Material to process>
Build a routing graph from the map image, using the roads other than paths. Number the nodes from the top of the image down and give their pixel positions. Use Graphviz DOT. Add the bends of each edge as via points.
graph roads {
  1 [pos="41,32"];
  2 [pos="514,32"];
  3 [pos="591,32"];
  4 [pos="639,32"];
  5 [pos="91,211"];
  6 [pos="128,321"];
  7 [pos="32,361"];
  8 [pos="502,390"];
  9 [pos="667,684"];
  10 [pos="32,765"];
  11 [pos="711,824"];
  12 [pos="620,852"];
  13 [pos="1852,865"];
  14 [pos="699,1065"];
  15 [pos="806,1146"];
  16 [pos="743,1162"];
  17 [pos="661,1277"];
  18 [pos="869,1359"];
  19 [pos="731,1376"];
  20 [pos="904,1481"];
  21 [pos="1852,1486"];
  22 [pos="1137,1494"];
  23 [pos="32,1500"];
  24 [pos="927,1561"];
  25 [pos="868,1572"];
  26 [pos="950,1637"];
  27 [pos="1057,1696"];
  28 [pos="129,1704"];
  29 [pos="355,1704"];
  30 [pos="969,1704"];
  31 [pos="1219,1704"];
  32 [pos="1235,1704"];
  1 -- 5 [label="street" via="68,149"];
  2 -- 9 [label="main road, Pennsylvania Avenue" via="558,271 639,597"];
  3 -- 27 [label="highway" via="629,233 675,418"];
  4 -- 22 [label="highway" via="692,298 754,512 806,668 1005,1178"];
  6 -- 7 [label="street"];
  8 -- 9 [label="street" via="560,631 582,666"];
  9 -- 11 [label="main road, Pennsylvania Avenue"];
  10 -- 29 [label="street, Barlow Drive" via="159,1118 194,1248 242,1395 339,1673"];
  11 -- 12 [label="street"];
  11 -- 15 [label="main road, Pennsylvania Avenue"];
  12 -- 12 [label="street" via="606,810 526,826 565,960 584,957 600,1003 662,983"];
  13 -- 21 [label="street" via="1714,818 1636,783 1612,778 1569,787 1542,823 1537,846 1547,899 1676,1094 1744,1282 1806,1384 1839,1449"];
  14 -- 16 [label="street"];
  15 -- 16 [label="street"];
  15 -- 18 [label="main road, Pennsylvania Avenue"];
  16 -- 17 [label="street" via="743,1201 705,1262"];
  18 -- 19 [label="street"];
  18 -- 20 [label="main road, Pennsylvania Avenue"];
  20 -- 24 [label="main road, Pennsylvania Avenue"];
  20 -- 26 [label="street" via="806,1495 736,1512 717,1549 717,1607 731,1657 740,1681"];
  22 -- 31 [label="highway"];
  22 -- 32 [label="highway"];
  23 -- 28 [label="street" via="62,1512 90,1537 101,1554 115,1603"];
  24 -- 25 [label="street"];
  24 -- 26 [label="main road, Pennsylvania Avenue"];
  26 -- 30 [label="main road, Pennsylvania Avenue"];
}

Task requirements>
Please copy every line from the entries that includes the word "highway".

Output of the exercise>
  3 -- 27 [label="highway" via="629,233 675,418"];
  4 -- 22 [label="highway" via="692,298 754,512 806,668 1005,1178"];
  22 -- 31 [label="highway"];
  22 -- 32 [label="highway"];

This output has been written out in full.